- Action item:
Make an exact copy of the records below, excluding images.

Stored records

#####

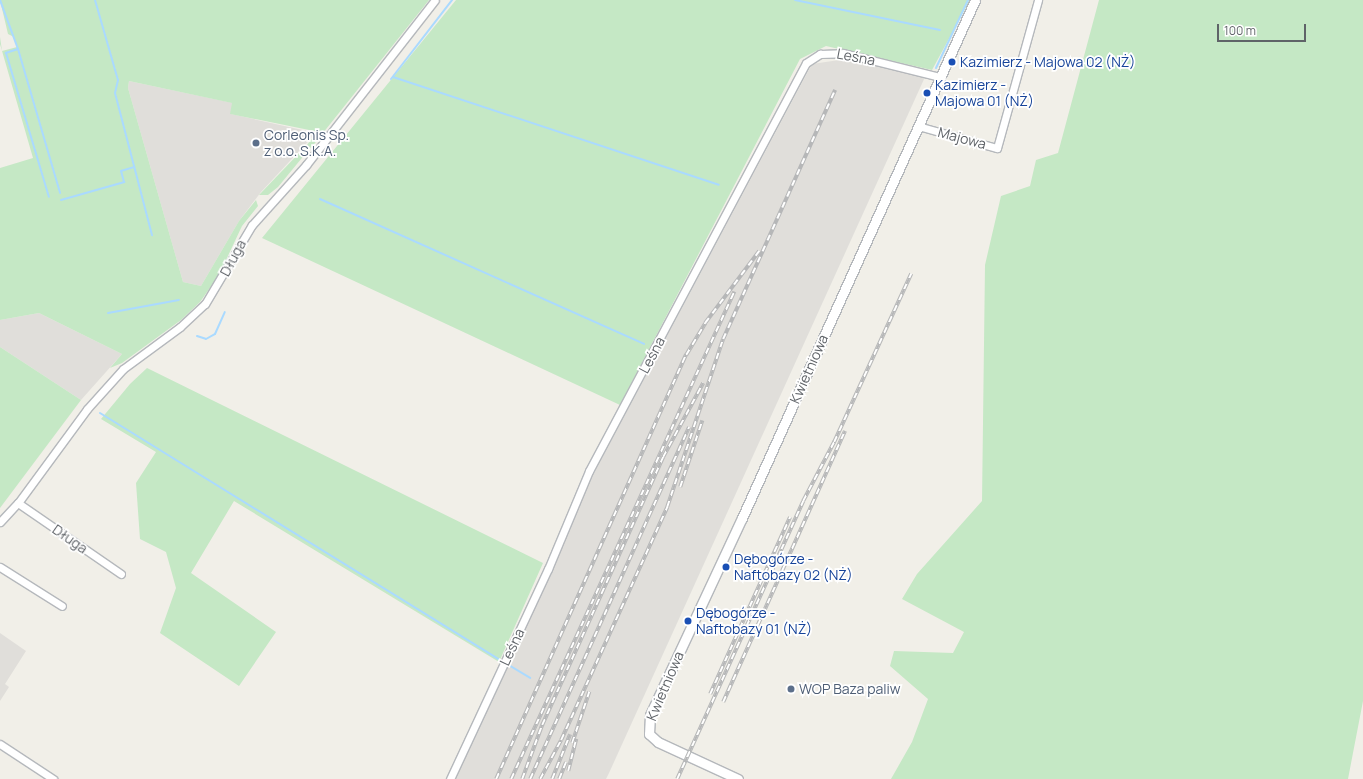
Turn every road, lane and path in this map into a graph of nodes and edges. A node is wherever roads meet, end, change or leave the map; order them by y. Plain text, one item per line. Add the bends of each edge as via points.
1 (435, 0) edge
2 (975, 0) edge
3 (1038, 0) edge
4 (940, 77) junction
5 (918, 126) junction
6 (18, 503) junction
7 (0, 522) edge
8 (0, 566) edge
9 (121, 574) dead end
10 (62, 606) dead end
11 (0, 744) edge
12 (728, 777) edge
13 (53, 779) edge
14 (450, 779) edge
15 (738, 779) edge

1 - 6 street, Długa via 306,165 252,225 205,304 180,327 123,369 87,409
2 - 4 street, Kwietniowa
3 - 5 street, Majowa via 997,148
4 - 5 street, Kwietniowa
4 - 14 street, Leśna via 843,53 820,54 804,67 590,471 548,569
5 - 12 street, Kwietniowa via 746,511 651,712 648,730 652,737
6 - 7 street, Długa
6 - 9 street, Długa
8 - 10 street
11 - 13 street
12 - 15 street

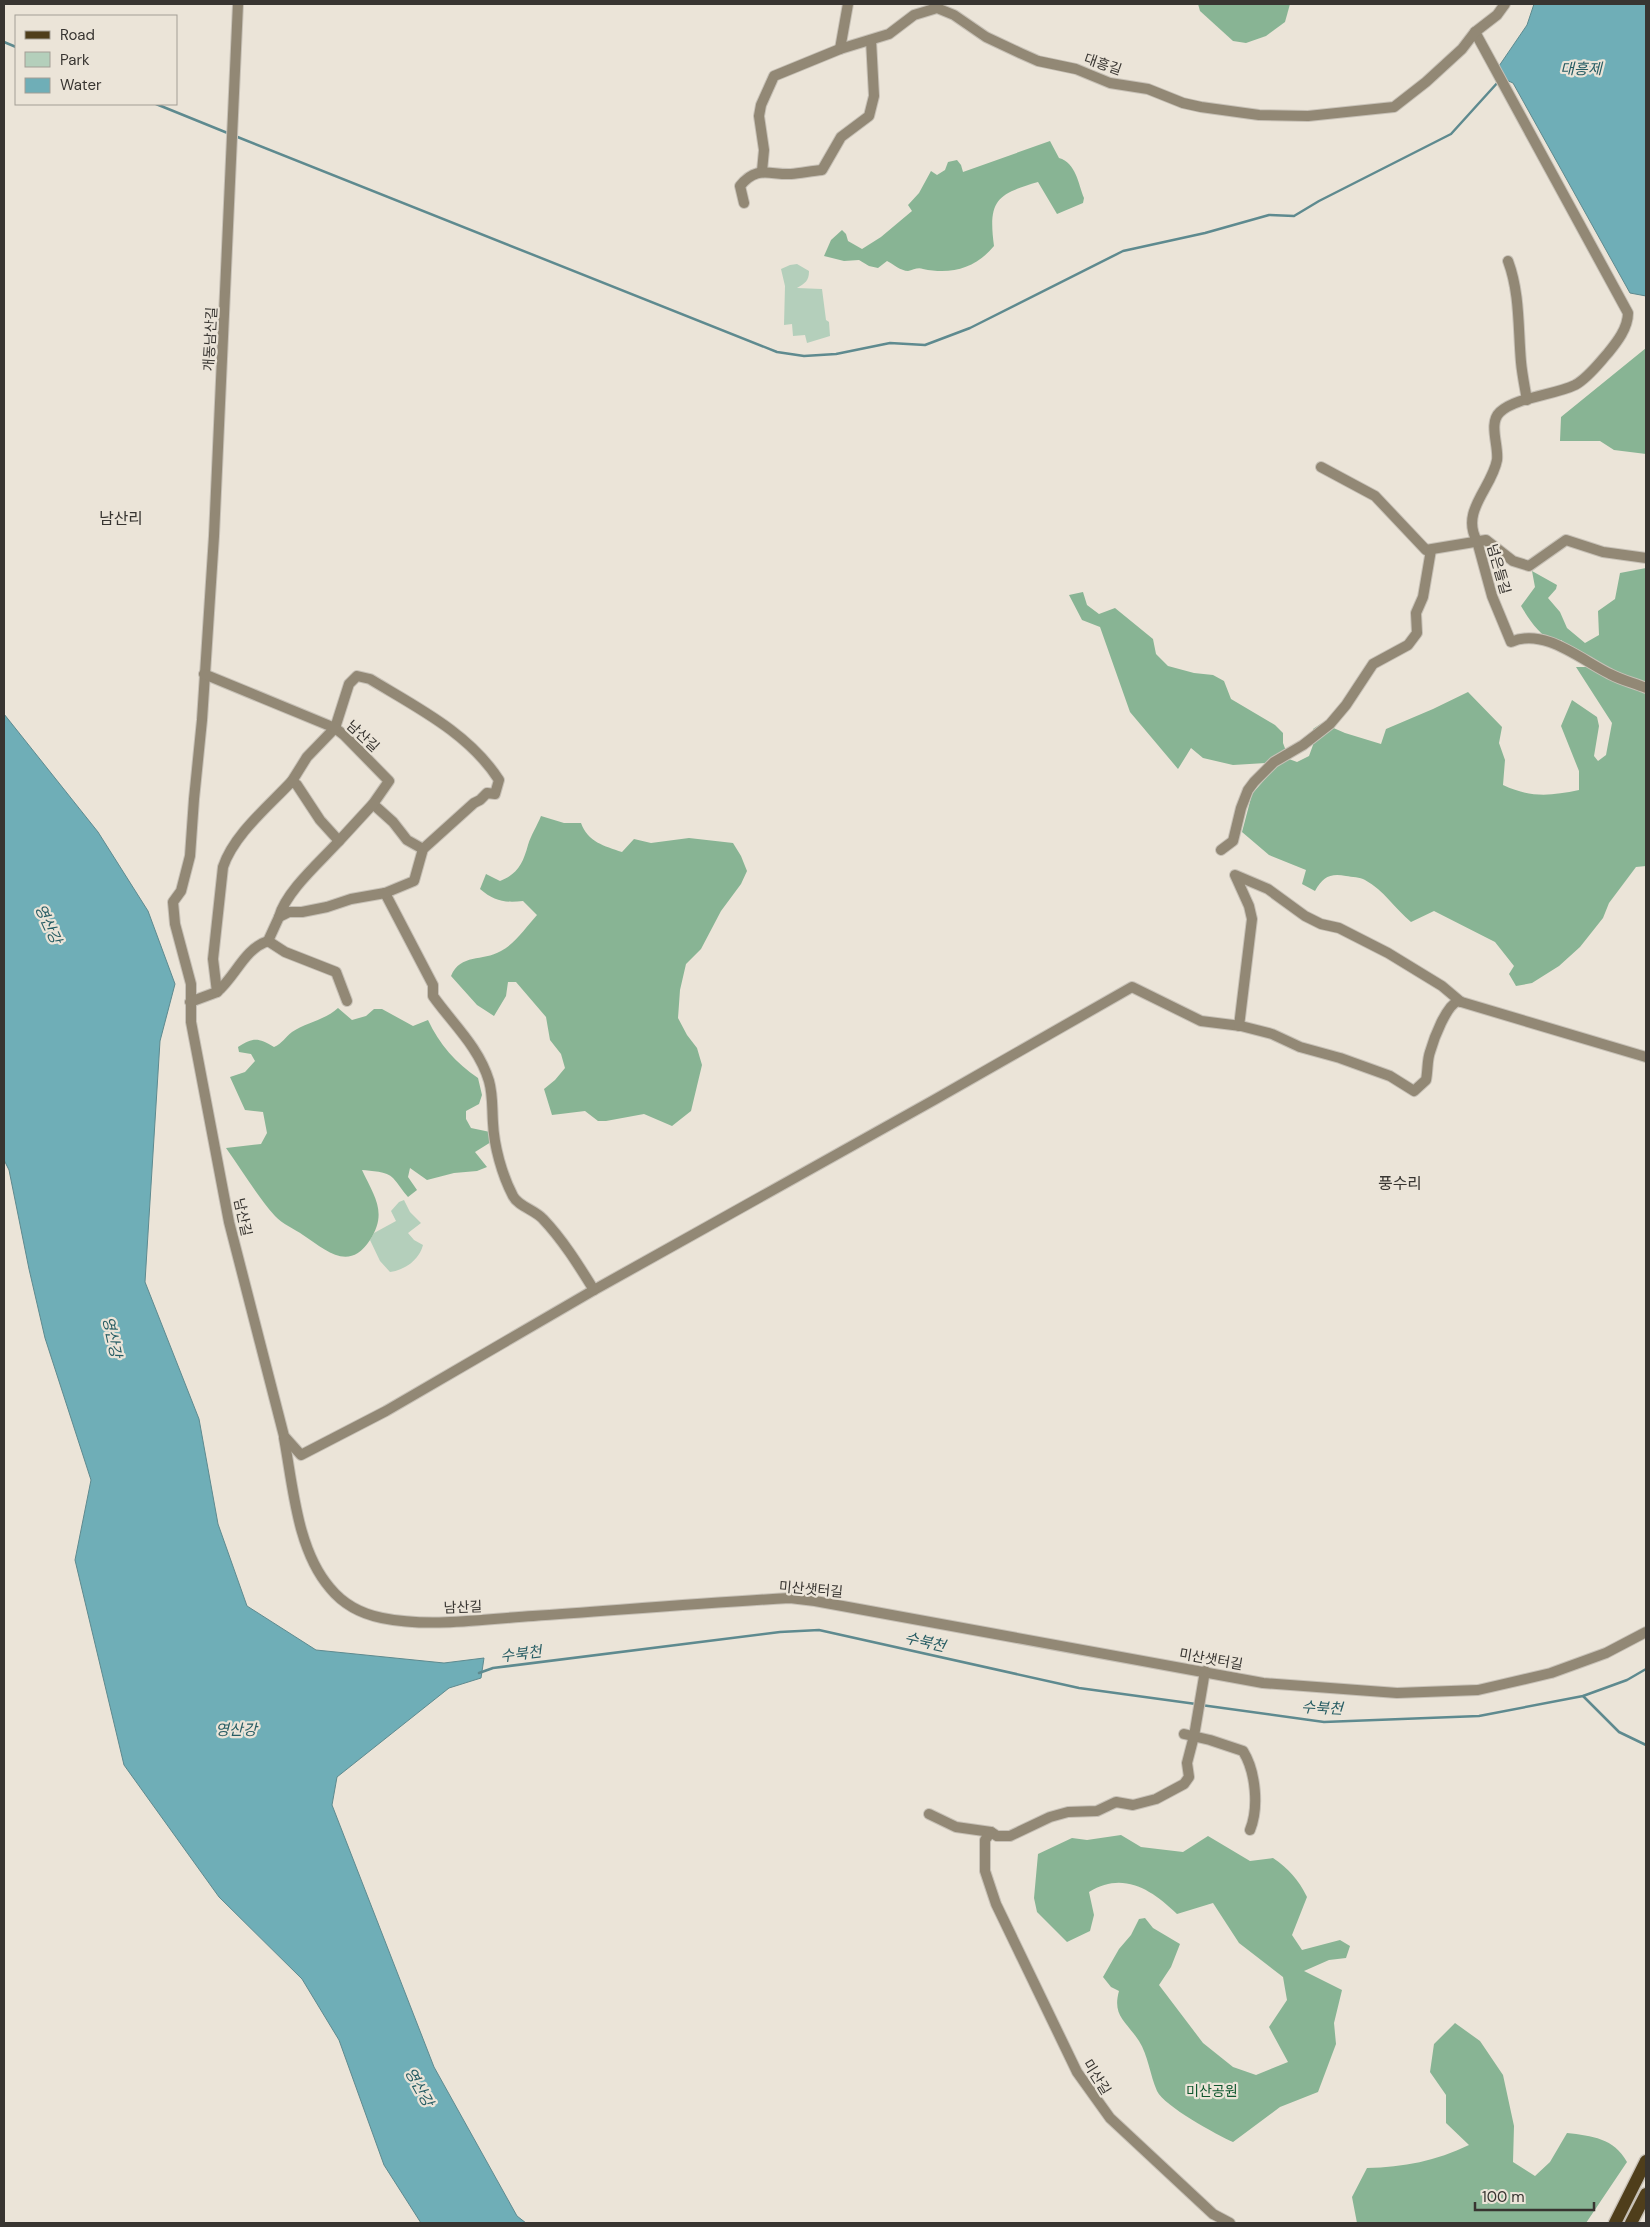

#####

- Solution:
Turn every road, lane and path in this map into a graph of nodes and edges. A node is wherever roads meet, end, change or leave the map; order them by y. Plain text, one item per line. Add the bends of each edge as via points.
1 (435, 0) edge
2 (975, 0) edge
3 (1038, 0) edge
4 (940, 77) junction
5 (918, 126) junction
6 (18, 503) junction
7 (0, 522) edge
8 (0, 566) edge
9 (121, 574) dead end
10 (62, 606) dead end
11 (0, 744) edge
12 (728, 777) edge
13 (53, 779) edge
14 (450, 779) edge
15 (738, 779) edge

1 - 6 street, Długa via 306,165 252,225 205,304 180,327 123,369 87,409
2 - 4 street, Kwietniowa
3 - 5 street, Majowa via 997,148
4 - 5 street, Kwietniowa
4 - 14 street, Leśna via 843,53 820,54 804,67 590,471 548,569
5 - 12 street, Kwietniowa via 746,511 651,712 648,730 652,737
6 - 7 street, Długa
6 - 9 street, Długa
8 - 10 street
11 - 13 street
12 - 15 street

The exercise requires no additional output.